Drawing on extensive connected vehicle experience, the SwRI teams have developed the equipment and expertise needed to quickly prototype and prove connected vehicle functionality. Through this project, Dedicated Short Range Communications (DSRC) radio connectivity is integrated with Lonestar through roadside equipment. Acting as the infrastructure component in vehicle-to-infrastructure deployment, the equipment gathers information from, and sends alerts to, connected vehicles that are in range. It alerts both the wrong-way driver and other drivers nearby.
For now, most connected vehicle technology is limited to high-end luxury cars, but any vehicle can become a connected vehicle using a SwRI-developed portable onboard system. These systems contain a DSRC radio and antenna designed for vehicles as well as a tablet to display information to the driver. For this project, the team leveraged the lane-level accuracy enabled through algorithms running on the DSRC radio. With this lane-level position accuracy, the system establishes highly accurate wrong-way driver zones on the Lonestar system and greatly reduces false positives compared with traditional sensors.
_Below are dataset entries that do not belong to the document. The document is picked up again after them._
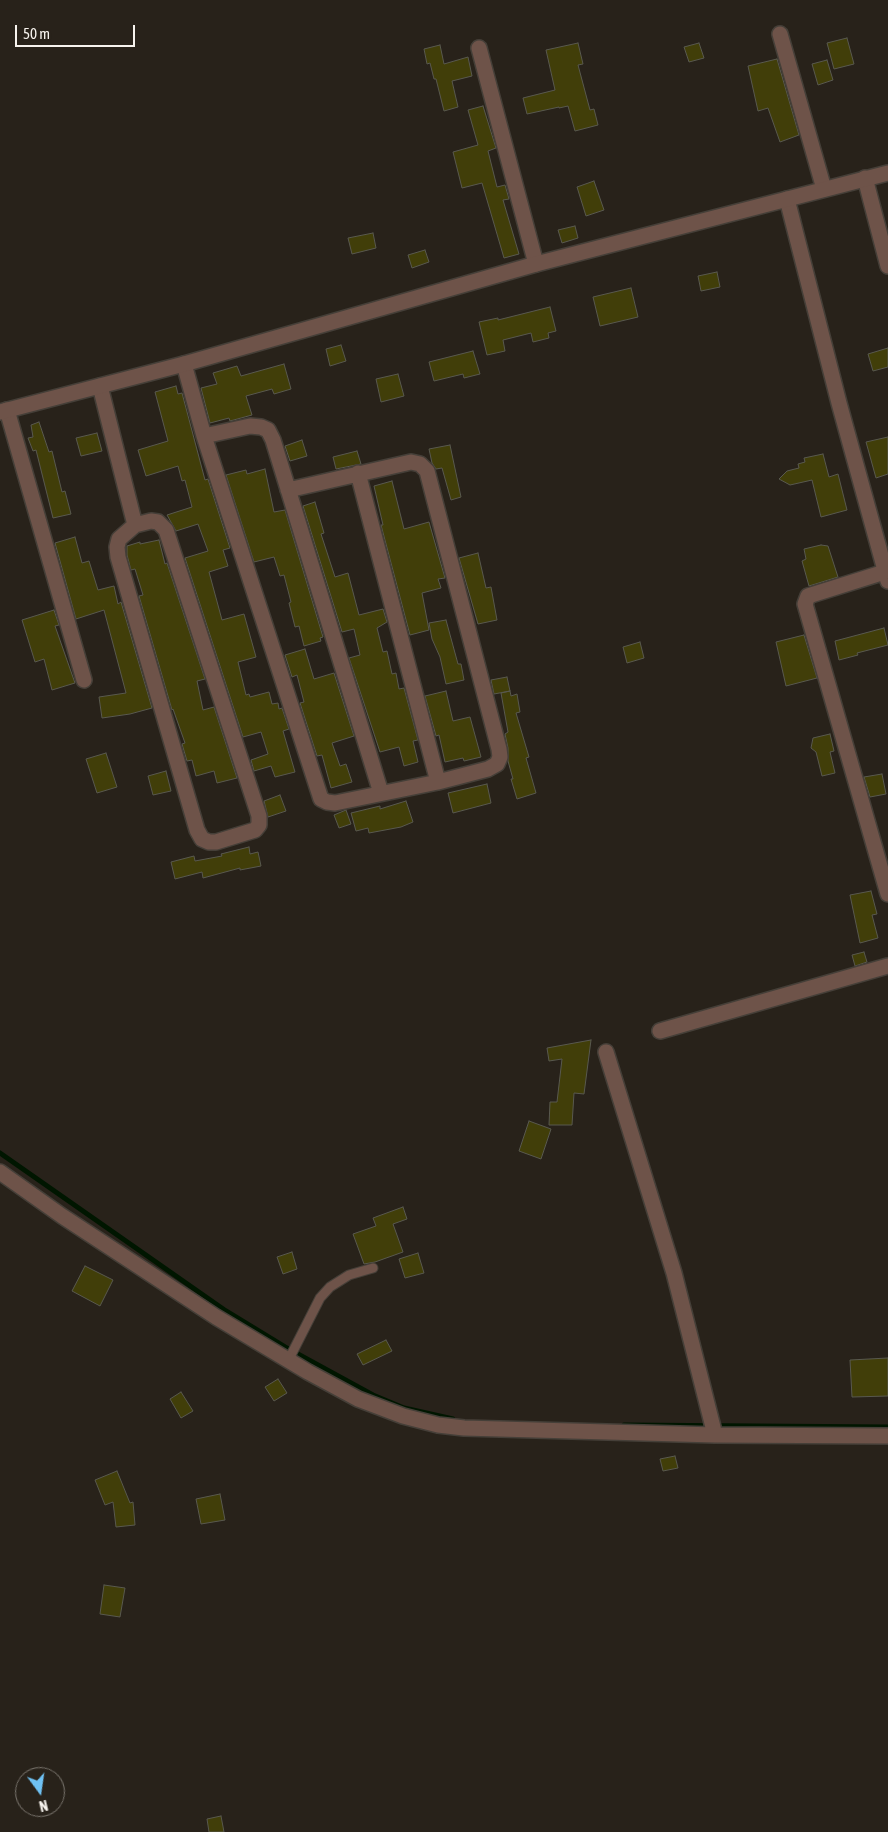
<!DOCTYPE html>
<style>
body{margin:0}
#map{position:relative;width:888px;height:1832px;overflow:hidden;background:#28221a;font-family:"Asap Condensed",sans-serif}
canvas{display:block}
.north{position:absolute;left:15px;top:1767px;width:50px;height:50px;box-sizing:border-box;background:#28221a;border:1px solid #7b766f;border-radius:50%;rotate:166deg;font-size:14px;font-weight:700;line-height:20px;text-align:center;color:#f7f3ee}
.north::after{content:'';display:block;margin:auto;width:18px;height:22px;background:#6fc2f4;clip-path:polygon(50% 0,100% 100%,50% 72%,0 100%)}
.scale{position:absolute;left:15px;top:25px;width:120px;height:22px;box-sizing:border-box;border:2px solid #f7f3ee;border-top:0;padding-left:6px;font-size:15px;line-height:18px;white-space:nowrap;color:#f7f3ee;-webkit-text-stroke:4px #28221a;paint-order:stroke}
</style>
<div id="map">
<canvas width="888" height="1832"></canvas>
<div class="north">N</div>
<div class="scale">50 m</div>
</div>
<script>
const ctx = document.querySelector('canvas').getContext('2d');
ctx.lineJoin = 'round';
const toPath = rows => new Path2D(rows.map(r => 'M' + r).join(''));
function trace(path, color, width, dash) { ctx.strokeStyle = color; ctx.lineWidth = width; ctx.lineCap = dash ? 'butt' : 'round'; ctx.setLineDash(dash || []); ctx.stroke(path); }
function fill(path, color) { ctx.fillStyle = color; ctx.fill(path, 'evenodd'); }
const stream = toPath([
 [0,1153,226,1311,285,1347,373,1395,404,1408,453,1419],
 [624,1425,888,1427]
]);
const building = toPath([
 [847,38,854,64,834,69,827,43,847,38],
 [578,43,583,64,578,65,590,110,594,109,598,125,575,131,568,106,559,108,559,107,527,114,523,98,555,90,546,50,578,43],
 [699,43,704,58,689,62,684,47,699,43],
 [440,45,444,64,468,57,472,76,452,81,458,107,444,111,436,79,434,79,430,63,427,64,424,49,440,45],
 [777,59,799,135,780,142,768,108,758,111,748,66,777,59],
 [827,60,833,80,818,85,812,64,827,60],
 [483,106,496,148,488,151,497,187,505,185,509,199,503,200,519,254,504,258,482,183,462,188,453,152,478,145,468,110,483,106],
 [594,181,604,210,586,216,577,187,594,181],
 [575,226,578,238,562,243,558,230,575,226],
 [373,233,376,248,352,254,348,238,373,233],
 [425,250,429,262,412,268,408,255,425,250],
 [717,272,720,287,701,291,698,276,717,272],
 [631,288,638,317,600,326,593,297,631,288],
 [550,307,556,331,548,333,549,338,533,342,531,333,503,340,505,351,487,355,479,322,498,318,498,320,550,307],
 [341,345,346,361,330,366,326,349,341,345],
 [888,348,888,367,873,371,868,354,888,348],
 [473,351,480,374,464,378,463,374,434,381,429,362,473,351],
 [284,364,291,389,274,394,272,389,246,396,252,415,230,421,229,418,210,423,201,388,217,384,213,373,237,366,241,376,284,364],
 [398,374,404,396,381,402,376,379,398,374],
 [176,386,178,394,182,393,205,480,208,479,230,548,223,550,228,566,209,572,222,620,244,614,256,657,238,662,246,695,249,694,250,697,269,692,272,704,278,703,279,709,282,708,289,729,283,731,295,772,275,777,271,766,254,771,251,760,268,754,261,732,243,737,185,558,208,551,198,524,176,531,167,515,192,507,185,480,182,481,178,466,146,476,138,450,168,441,155,392,176,386],
 [39,422,49,452,52,451,62,492,65,491,71,514,53,518,36,450,33,451,28,438,33,437,31,425,39,422],
 [97,433,102,451,81,456,76,438,97,433],
 [888,437,888,474,876,478,866,442,888,437],
 [302,440,307,456,290,461,285,446,302,440],
 [450,445,461,497,451,500,442,468,436,469,432,463,429,449,450,445],
 [357,451,361,464,336,469,333,457,357,451],
 [823,454,829,477,838,474,847,510,821,517,812,480,790,485,779,479,787,471,799,468,798,464,805,462,804,458,823,454],
 [265,469,274,512,285,510,323,637,320,638,321,641,304,646,299,626,295,627,289,603,291,602,284,575,280,576,274,557,254,562,226,475,246,470,247,474,265,469],
 [392,481,404,529,429,522,445,578,438,579,441,588,422,593,429,630,410,635,381,525,383,525,374,486,392,481],
 [315,502,324,533,321,534,335,577,348,573,359,615,383,609,387,622,377,628,383,652,387,651,392,674,396,673,399,689,404,688,418,740,413,741,418,762,404,766,399,747,380,752,349,658,360,655,354,629,342,632,303,506,315,502],
 [75,537,82,563,89,561,98,590,114,586,118,604,121,602,152,708,130,714,102,718,99,697,126,693,104,610,76,619,55,543,75,537],
 [159,540,165,564,167,563,205,679,197,681,203,710,214,707,237,778,217,783,214,771,196,776,192,760,187,761,182,744,185,743,173,709,172,710,139,596,143,595,135,569,131,570,127,555,127,546,140,542,140,544,159,540],
 [821,545,828,546,838,577,809,586,802,561,806,559,804,549,821,545],
 [478,553,486,588,491,587,497,620,478,624,459,558,478,553],
 [54,610,59,625,55,626,75,683,52,690,44,659,35,662,22,620,54,610],
 [446,620,458,664,461,664,464,680,446,684,440,657,432,639,429,623,446,620],
 [884,628,888,645,857,653,858,655,839,660,835,641,884,628],
 [804,635,817,678,786,686,776,642,804,635],
 [640,642,644,658,627,663,623,647,640,642],
 [305,649,314,679,334,673,354,736,332,743,340,766,346,764,352,782,331,788,322,755,317,756,300,703,304,702,297,675,292,677,285,655,305,649],
 [507,677,510,691,494,694,491,680,507,677],
 [446,691,453,721,470,717,481,757,464,761,463,758,445,762,439,735,436,736,425,696,446,691],
 [510,691,511,696,517,694,520,712,516,713,529,757,526,758,536,793,517,799,511,779,513,779,508,761,508,748,505,734,508,732,501,693,510,691],
 [830,734,834,751,830,752,835,773,822,776,816,752,811,748,813,738,830,734],
 [106,753,117,787,97,793,86,759,106,753],
 [166,771,171,791,153,795,148,776,166,771],
 [882,774,886,794,870,797,864,777,882,774],
 [487,784,491,803,453,813,448,793,487,784],
 [280,795,286,811,268,817,264,801,280,795],
 [406,801,413,822,401,827,369,833,368,828,356,831,351,813,380,806,380,809,406,801],
 [346,810,351,824,339,828,334,815,346,810],
 [249,847,250,854,258,852,261,866,240,870,240,868,203,878,202,872,175,879,171,862,194,856,195,861,222,856,221,854,249,847],
 [871,891,877,914,872,915,878,938,860,943,850,895,871,891],
 [864,952,867,962,855,966,852,955,864,952],
 [591,1040,584,1094,574,1093,572,1125,549,1125,550,1102,557,1102,562,1059,549,1061,547,1048,591,1040],
 [529,1121,551,1129,541,1159,519,1151,529,1121],
 [403,1207,407,1219,393,1224,403,1252,375,1262,364,1264,353,1234,376,1226,373,1218,403,1207],
 [292,1252,297,1269,283,1274,277,1257,292,1252],
 [418,1253,424,1273,405,1278,399,1259,418,1253],
 [85,1266,113,1280,100,1306,72,1291,85,1266],
 [386,1340,392,1351,363,1365,357,1354,386,1340],
 [888,1358,888,1396,852,1397,850,1360,888,1358],
 [278,1379,287,1393,274,1401,265,1387,278,1379],
 [181,1392,193,1411,181,1418,170,1399,181,1392],
 [675,1456,678,1468,663,1471,660,1459,675,1456],
 [117,1471,130,1503,133,1502,135,1525,116,1527,113,1502,105,1505,95,1480,117,1471],
 [220,1494,225,1520,201,1524,196,1499,220,1494],
 [104,1585,125,1588,120,1617,100,1614,104,1585],
 [221,1816,224,1832,209,1832,207,1819,221,1816]
]);
const service = toPath([
 [288,1361,320,1298,330,1287,349,1275,373,1268]
]);
const minor = toPath([
 [780,34,824,189],
 [479,48,536,264],
 [865,178,888,266],
 [787,199,839,403,888,581],
 [184,364,204,436,321,799,327,802,335,803,438,782,488,769,497,764,500,757,499,749,427,471,420,464,411,462,288,490],
 [100,386,135,525],
 [7,410,84,680],
 [204,436,250,426,261,427,268,430,273,440,381,793],
 [358,473,438,782],
 [151,521,158,522,166,530,259,816,259,825,255,830,216,842,209,842,202,839,197,830,118,557,117,547,119,539,135,525,151,521],
 [888,571,808,596,805,604,888,894],
 [660,1031,888,966],
 [606,1052,674,1273,715,1435],
 [0,1172,62,1216,216,1317,308,1372,358,1399,403,1416,438,1425,464,1428,715,1435,888,1436]
]);
const tertiary = toPath([
 [0,412,184,364,536,264,888,173]
]);
trace(stream, '#001600', 5);
fill(building, '#413e09');
trace(building, '#59594f', 1);
trace(service, '#453f38', 11);
trace(minor, '#453f38', 18);
trace(tertiary, '#453f38', 18);
trace(service, '#6e5349', 9);
trace(minor, '#6e5349', 15);
trace(tertiary, '#6e5349', 15);
</script>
Real-time information is essential for law enforcement officers responding to reports of a wrong-way driver. Fully equipped connected cruisers can provide law enforcement officers with additional information, including offender vehicle speed. The team overcame DSRC range limitations by propagating the alert to connected vehicles further along the road. SwRI is continuing its efforts to improve the safety of Texas drivers during wrongway driving events. For instance, integrating additional technology, such as the aforementioned image-based or radar sensors, into the network system will improve its effectiveness.
The team will deploy the network solution on a planned Texas Connected Freight Corridor, which will use advanced communications technology to improve safety and reduce traffic congestion along some of Texas’ busiest interstates. More than 1,000 freight vehicles outfitted with connected vehicle technology will benefit from the advanced real-time warnings the system offers. Through this effort, the vehicles will help protect their drivers from wrong-way driving situations.
Officer Brown’s tragic death created a legacy that extends well beyond the jurisdiction where she served. At the intersection of autonomous robotics and advanced networking, SwRI is helping state and federal agencies address the critical safety issue of wrong-way driving incidents.